Case ID: sw3d_333/html/0526-01.html
Source: Caselaw Access Project
Author: {"author": "DANIEL E. SCOTT, Chief Judge.", "license": "Public Domain", "url": "https://static.case.law/"}
Date Created: 2024-08-24T03:29:51.129683

STATE of Missouri, Respondent, v. Fred James WILSON, Appellant.
    No. SD 30050.
    Missouri Court of Appeals, Southern District, Division Two.
    March 3, 2011.
    Margaret M. Johnston, Columbia, MO, for Appellant.
    Chris Koster, Atty. Gen., Timothy A. Blackwell, Asst. Atty. Gen., Jefferson City, MO, for respondent.
   DANIEL E. SCOTT, Chief Judge.

Fred Wilson (Defendant) appeals his convictions for first-degree involuntary manslaughter and second-degree assault. He claims there was insufficient evidence that he acted “recklessly” in driving his tractor-trailer into a stopped car.

Applicable Law

As relevant here, it is first-degree involuntary manslaughter to recklessly kill someone and second-degree assault to recklessly cause serious physical injury. See §§ 565.024.1(1), 565.060.K3). Defendant was “reckless” in these respects if his conscious disregard of “a substantial and unjustifiable risk” constituted “a gross deviation from the standard of care which a reasonable person would exercise in the situation.” § 562.016.4.

Under Defendant’s sole point on appeal, we are limited to determining if there was sufficient evidence for reasonable jurors to find beyond a reasonable doubt that Defendant was reckless. We view the evidence and inferences most favorably to the verdicts, disregard all contrary evidence and inferences, and give the trier of fact great deference. See State v. Morrison, 174 S.W.3d 646, 648-49 (Mo.App.2005).

Facts

Just before noon on a clear day for driving, Defendant’s tractor-trailer slammed into a car along rural 1-44, killing Clarence Savage and severely injuring his wife. The couple had temporarily stopped their car on the shoulder, totally off the roadway, and turned on their flashers. The highway was dry, flat, and straight. Defendant’s line of sight exceeded two miles. The shoulder, 10.5 feet wide, had a rumble strip.

Defendant crossed the fog line and rumble strip, drove down the shoulder for some distance, and struck the car at 65-70 mph. His truck was lined up with the car, with his right-side tires in the grass and left-side tires on the shoulder, and was totally off the roadway when it stuck the car above the exhaust pipe on the passenger side.

Occupants of a trailing vehicle told officers that the truck seemed to drive straight at the car and was on the shoulder long enough to have “squared up” before the crash. Another motorist testified that she slowed down when she realized the truck was going to strike the car.

Nothing on the roadway would have caused the truck to swerve. The shallow angle and location of tire marks in the grass showed the truck’s gradual, rather than abrupt, departure from the roadway. Defendant could have missed the car by swerving when his passenger-side tires left the shoulder, but he did not do so. The truck never braked, not even lightly, although its brakes were in working order.

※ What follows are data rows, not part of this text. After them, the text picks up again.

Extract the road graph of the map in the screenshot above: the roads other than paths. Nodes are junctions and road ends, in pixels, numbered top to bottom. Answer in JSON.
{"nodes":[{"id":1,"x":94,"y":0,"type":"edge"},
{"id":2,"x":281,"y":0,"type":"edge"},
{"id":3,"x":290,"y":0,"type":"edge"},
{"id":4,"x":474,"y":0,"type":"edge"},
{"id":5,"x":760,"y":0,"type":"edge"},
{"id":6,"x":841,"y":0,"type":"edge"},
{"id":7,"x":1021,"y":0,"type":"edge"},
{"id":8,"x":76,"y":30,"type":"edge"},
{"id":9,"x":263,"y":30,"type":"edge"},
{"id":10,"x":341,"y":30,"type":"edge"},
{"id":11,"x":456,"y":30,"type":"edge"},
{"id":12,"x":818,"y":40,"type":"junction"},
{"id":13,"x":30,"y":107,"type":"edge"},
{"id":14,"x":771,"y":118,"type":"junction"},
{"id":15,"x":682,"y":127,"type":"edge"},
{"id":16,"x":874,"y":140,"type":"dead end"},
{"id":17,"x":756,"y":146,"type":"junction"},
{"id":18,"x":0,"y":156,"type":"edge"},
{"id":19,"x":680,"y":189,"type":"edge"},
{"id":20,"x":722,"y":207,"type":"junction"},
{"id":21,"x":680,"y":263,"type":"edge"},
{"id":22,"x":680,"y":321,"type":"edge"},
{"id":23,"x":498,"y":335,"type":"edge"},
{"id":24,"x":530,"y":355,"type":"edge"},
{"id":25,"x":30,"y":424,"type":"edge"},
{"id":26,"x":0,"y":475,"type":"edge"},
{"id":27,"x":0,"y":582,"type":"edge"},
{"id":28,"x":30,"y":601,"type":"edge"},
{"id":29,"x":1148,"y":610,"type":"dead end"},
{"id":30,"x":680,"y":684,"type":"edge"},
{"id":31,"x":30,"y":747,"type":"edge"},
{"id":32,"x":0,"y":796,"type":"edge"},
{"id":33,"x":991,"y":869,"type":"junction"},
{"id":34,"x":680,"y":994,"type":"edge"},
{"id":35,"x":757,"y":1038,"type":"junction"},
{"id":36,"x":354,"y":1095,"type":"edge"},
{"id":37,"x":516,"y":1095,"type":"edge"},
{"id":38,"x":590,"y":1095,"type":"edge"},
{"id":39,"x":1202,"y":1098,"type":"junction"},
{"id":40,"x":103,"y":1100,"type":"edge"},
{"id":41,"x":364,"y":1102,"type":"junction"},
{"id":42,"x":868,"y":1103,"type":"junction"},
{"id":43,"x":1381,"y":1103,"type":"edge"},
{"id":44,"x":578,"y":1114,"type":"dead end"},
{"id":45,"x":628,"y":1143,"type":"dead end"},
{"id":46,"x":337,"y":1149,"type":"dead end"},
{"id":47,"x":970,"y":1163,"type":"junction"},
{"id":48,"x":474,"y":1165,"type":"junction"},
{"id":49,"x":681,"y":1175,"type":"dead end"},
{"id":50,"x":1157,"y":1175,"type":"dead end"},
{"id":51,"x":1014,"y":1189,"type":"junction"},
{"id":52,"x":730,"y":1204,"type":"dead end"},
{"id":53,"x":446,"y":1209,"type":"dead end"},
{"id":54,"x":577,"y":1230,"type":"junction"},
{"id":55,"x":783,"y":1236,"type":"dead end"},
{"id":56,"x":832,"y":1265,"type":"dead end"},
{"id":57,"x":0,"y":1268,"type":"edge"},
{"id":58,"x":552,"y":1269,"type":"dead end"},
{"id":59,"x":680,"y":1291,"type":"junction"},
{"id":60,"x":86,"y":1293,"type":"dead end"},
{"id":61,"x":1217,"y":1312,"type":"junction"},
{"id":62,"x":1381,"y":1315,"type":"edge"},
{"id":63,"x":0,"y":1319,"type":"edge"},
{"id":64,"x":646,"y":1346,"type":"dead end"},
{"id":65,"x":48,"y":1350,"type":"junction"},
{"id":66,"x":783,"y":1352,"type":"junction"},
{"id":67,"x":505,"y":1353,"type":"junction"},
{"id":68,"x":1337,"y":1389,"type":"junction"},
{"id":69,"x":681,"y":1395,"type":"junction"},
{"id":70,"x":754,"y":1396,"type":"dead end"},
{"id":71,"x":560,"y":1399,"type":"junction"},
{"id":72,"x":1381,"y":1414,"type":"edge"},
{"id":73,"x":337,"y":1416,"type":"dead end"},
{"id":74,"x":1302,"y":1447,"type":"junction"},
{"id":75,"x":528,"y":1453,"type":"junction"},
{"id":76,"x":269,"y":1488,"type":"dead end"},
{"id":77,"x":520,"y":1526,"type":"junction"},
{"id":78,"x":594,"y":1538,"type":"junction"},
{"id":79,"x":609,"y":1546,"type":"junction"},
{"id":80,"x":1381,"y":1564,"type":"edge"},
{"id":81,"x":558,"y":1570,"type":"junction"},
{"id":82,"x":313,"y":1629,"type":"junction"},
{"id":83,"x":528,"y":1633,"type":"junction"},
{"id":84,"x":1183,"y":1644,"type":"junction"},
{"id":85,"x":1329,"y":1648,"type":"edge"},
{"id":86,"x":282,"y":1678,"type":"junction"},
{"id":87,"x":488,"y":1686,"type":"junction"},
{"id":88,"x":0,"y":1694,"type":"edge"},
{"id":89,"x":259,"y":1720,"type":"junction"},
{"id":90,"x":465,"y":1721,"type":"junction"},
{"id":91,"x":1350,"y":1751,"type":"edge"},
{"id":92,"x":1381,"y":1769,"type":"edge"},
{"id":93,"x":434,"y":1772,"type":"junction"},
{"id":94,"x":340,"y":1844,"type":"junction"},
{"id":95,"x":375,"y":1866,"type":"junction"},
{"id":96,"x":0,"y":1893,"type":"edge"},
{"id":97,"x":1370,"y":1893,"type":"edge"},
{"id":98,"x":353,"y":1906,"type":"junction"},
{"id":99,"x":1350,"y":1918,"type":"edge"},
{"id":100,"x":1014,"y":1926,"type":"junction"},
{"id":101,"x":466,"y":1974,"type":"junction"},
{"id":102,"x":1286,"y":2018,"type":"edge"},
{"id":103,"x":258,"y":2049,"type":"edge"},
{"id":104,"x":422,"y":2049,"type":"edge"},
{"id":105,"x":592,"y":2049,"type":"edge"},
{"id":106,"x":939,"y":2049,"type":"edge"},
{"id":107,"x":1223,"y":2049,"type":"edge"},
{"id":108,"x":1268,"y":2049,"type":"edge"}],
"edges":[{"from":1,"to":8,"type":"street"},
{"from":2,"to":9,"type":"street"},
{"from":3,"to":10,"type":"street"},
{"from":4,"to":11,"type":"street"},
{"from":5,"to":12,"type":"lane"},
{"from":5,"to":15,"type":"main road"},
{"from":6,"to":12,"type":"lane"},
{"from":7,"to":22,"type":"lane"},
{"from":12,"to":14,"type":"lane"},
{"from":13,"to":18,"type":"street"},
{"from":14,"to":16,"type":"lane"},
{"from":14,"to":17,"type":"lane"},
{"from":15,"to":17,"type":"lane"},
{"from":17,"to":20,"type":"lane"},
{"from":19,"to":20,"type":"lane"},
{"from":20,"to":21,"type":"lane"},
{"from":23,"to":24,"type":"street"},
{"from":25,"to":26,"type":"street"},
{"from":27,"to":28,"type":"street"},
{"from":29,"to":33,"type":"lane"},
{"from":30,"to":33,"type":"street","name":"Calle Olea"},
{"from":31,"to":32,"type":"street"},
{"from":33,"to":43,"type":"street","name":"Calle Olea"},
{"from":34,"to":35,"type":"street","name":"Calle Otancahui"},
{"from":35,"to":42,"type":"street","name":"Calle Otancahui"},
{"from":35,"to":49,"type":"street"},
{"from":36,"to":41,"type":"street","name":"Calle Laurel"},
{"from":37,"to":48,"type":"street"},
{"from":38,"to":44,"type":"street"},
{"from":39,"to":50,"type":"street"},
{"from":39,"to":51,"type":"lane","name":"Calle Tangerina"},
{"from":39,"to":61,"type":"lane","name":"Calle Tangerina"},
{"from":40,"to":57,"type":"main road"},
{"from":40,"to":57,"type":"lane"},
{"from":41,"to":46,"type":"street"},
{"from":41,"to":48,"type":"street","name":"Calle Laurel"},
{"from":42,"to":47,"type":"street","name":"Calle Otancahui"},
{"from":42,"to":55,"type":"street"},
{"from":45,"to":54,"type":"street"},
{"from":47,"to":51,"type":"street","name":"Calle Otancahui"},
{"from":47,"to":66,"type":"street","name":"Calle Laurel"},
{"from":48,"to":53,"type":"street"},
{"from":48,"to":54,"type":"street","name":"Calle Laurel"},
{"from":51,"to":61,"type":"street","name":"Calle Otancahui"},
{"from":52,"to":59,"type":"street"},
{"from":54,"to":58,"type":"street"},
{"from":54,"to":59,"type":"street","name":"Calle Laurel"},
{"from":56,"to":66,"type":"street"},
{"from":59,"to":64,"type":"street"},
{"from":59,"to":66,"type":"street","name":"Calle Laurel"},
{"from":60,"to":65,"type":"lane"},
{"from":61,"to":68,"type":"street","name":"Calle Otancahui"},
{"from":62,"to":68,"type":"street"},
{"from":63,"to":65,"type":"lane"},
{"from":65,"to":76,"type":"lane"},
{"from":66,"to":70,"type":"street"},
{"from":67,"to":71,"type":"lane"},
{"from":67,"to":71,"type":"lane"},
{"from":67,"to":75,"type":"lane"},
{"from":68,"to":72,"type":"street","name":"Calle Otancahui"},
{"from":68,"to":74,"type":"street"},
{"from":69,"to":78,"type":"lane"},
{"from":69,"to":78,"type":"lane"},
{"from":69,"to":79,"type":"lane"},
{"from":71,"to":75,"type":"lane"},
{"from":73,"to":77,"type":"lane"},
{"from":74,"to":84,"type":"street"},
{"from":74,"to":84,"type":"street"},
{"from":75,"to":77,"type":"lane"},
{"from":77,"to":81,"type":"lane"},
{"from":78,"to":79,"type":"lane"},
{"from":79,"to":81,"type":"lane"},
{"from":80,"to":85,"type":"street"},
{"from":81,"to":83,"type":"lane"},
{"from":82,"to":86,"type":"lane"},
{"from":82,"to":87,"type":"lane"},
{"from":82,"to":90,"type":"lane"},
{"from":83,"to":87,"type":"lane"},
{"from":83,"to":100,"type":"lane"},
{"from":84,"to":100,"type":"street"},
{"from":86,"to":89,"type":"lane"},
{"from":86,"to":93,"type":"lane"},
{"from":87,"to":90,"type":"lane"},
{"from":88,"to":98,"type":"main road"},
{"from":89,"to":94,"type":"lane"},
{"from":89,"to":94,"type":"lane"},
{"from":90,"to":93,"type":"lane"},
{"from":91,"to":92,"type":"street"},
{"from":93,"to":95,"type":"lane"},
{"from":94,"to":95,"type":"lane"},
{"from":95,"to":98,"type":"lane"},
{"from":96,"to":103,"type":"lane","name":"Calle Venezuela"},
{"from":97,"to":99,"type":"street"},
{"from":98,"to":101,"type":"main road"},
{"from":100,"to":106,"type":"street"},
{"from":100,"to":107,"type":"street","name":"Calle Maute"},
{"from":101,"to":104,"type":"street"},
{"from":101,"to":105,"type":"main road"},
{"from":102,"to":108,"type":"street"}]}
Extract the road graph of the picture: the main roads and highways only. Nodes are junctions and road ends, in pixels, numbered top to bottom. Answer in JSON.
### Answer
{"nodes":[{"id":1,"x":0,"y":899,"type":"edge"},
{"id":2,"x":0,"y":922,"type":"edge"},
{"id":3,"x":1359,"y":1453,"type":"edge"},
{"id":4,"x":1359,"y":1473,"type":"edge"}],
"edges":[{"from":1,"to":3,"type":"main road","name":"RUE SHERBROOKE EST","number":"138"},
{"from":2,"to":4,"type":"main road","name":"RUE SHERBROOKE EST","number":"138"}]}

Defendant’s breath smelled of alcohol. Field sobriety tests indicated that he was impaired. His blood alcohol level at the hospital was .073 percent, which a toxicologist at trial extrapolated back to .0955 at the time of the crash.

Analysis

The state seeks to analogize Missouri cases, while Defendant cites more non-Missouri decisions. No cited case is particularly helpful because all are dissimilar from this one, which we must judge on its own facts. See State v. Dagley, 793 S.W.2d 420, 425 (Mo.App.1990).

Defendant argues that recklessness means more than carelessness, negligence, neglect, or lack of caution, and that standing alone, even drunk driving is not necessarily “reckless” in this context. Even if we agree, arguendo, reversal is not warranted.

Reasonable jurors might conclude that easing across a rumble strip onto the shoulder, squaring up, and driving 65-70 mph with one’s right wheels in the grass— by almost any driver, in any vehicle, under any circumstance — grossly deviated from a reasonable person’s standard of care and consciously disregarded substantial and unjustifiable risk. They clearly could believe so if the driver had a .0955 blood alcohol level, was operating a 31,000 pound tractor-trailer, and a car was stopped ahead of him in plain view.

Conclusion

Nothing in the record, as we must view it, compels us to find that the jurors could not reasonably have found beyond a reasonable doubt that Defendant was reckless. The state made a submissible case. We may not second guess the jury’s verdicts. The judgment and convictions are affirmed.

BATES and FRANCIS, JJ., concur. 
      
      . Statutory references are to RSMo as amended through 2006.
     
      
      . There was other evidence, of course, but we have focused on the factual basis for recklessness as we must view it under our standard of review.